For the first turn, create a copy of the source log file in a working directory and send the whole content to Syslog.
For the next turns, read the source file, make a diff with the copy of this file in the working directory, send the diff lines to Syslog, and add them to the auxiliary file.
By the end of the day, the source log file is rotated, so the script should measure the source file size and if it is less than the auxiliary file size, repeat step #1.

The process of writing the script in Python was very fast, but I had to deal with some problems related to the encoding of the source files. The Python codec was not able to read certain characters and so it throwed an UnicodeDecodeError. Since I still could not debug this issue, I put those lines inside a try/except block, logging the file with an error message.

In this script I used the Duck Typing approach, avoiding too much validation, thus letting the exceptions flow and dealing with them appropriately. This kind of approach tends to reduce the number of lines and make the script faster. I was expecting to run it every five minutes, but it was so fast that it is running every minute.

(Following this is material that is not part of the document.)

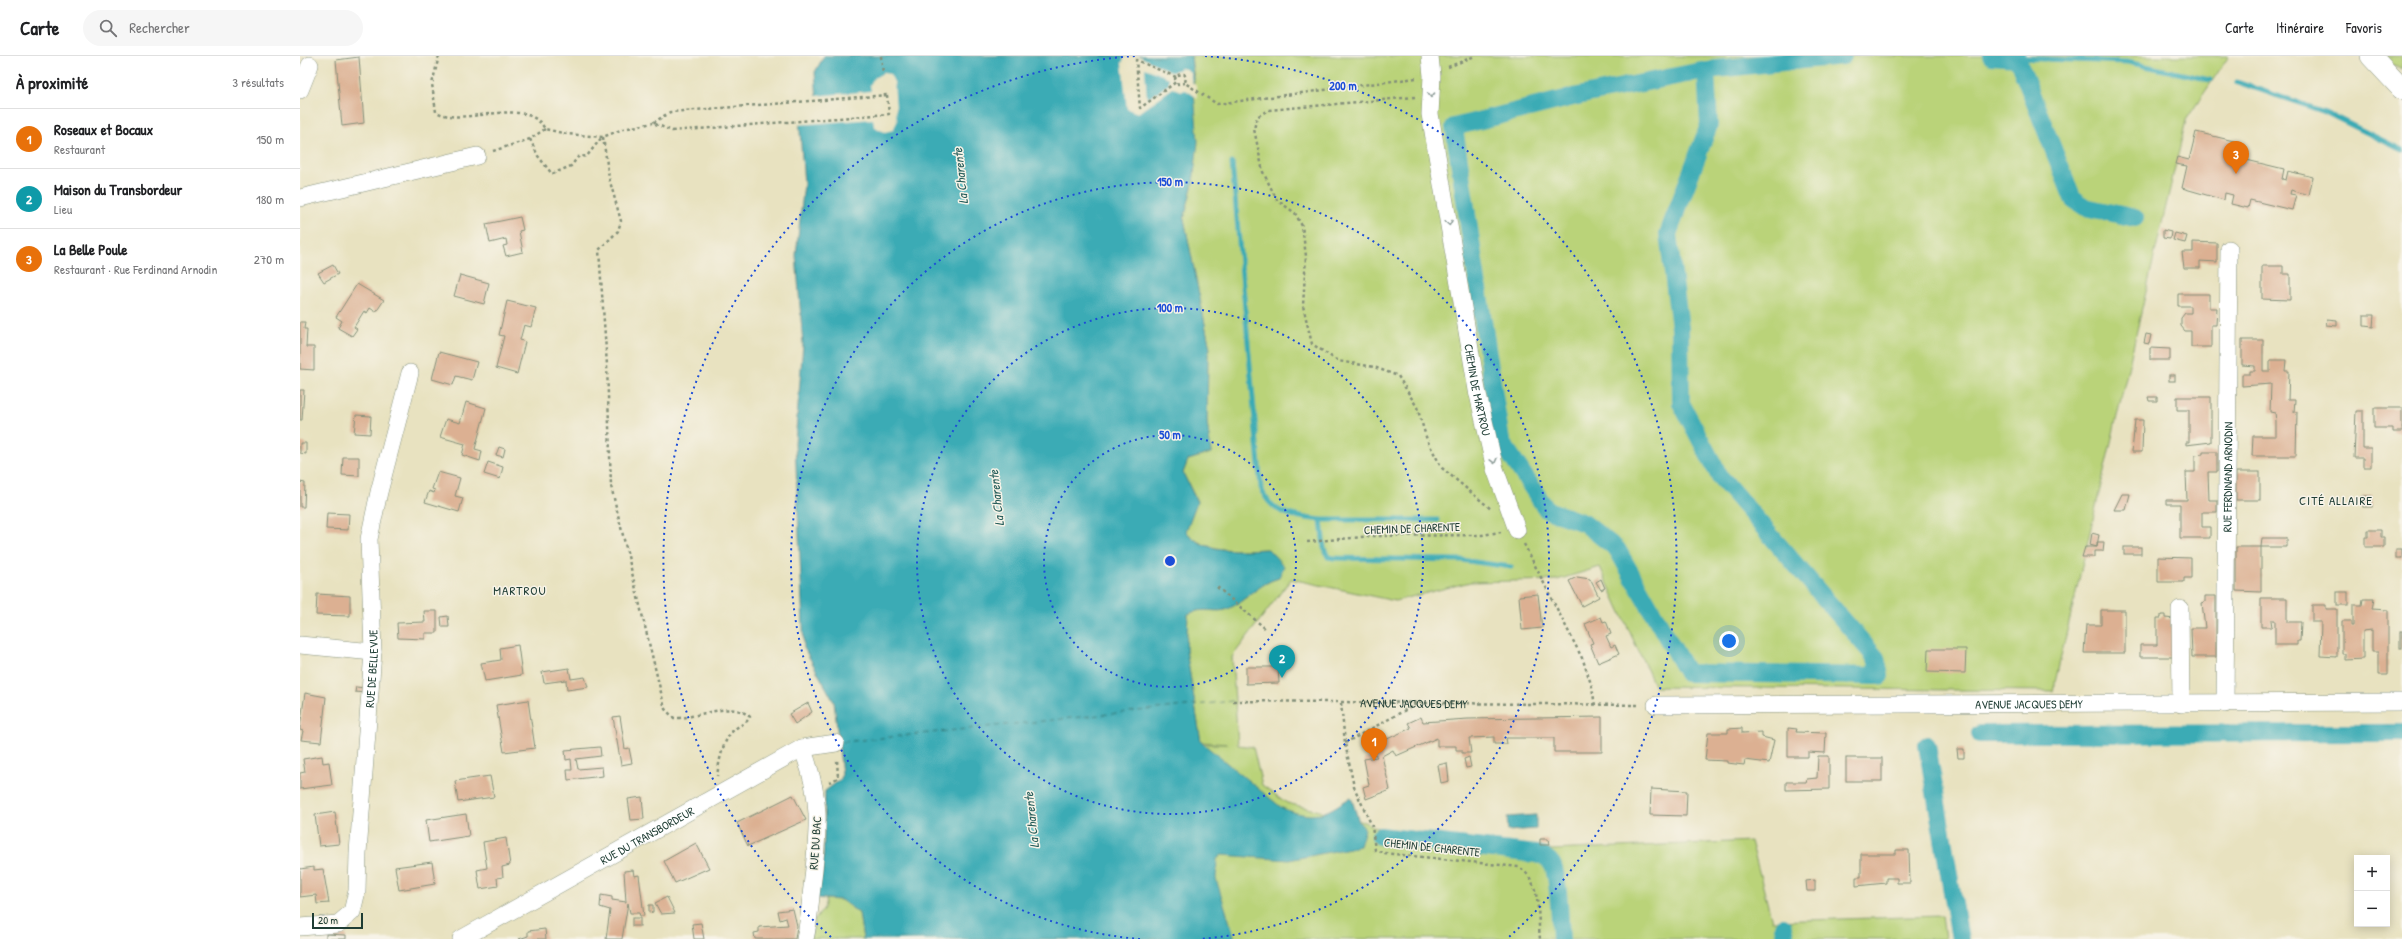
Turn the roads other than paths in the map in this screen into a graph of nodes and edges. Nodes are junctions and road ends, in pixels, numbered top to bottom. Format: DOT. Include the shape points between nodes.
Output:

So, now I have logs for every minute instead of every day, which is great. In the new script I also used the configparser module for Python that allowed me to decouple the configuration data from the source code.

Deploying

This code was deployed in an OpenBSD server and the first thing I did was to create a user to run the code: teslacoil. Since the log files had reading permissions from everyone in the system, this user would be able to process them with no prior configurations.

Next, I made three directories in the user's home (mkdir {bin,etc,tmp}):

bin: Home for teslacoil.py.
etc: Home for teslacoil.conf.
tmp: Working directory, home for auxiliary files.

Put the .py and .conf files in their directories and granted the script execution permissions. Then, I set the path for the configuration file in the script (full path) and set the path variables in the script. Finally, added the script in crontab:

* * * * * /home/teslacoil/bin/teslacoil.py

In the end, I disabled the teslacoil user password so I could only su to him. This can be done in OpenBSD with the vipw command and replacing the password hash for the user with thirteen asterisks (*).

And that's it! Script up and running with the least privileges. So far, it is performing so good I'm considering running it twice a minute. :)

Let's go!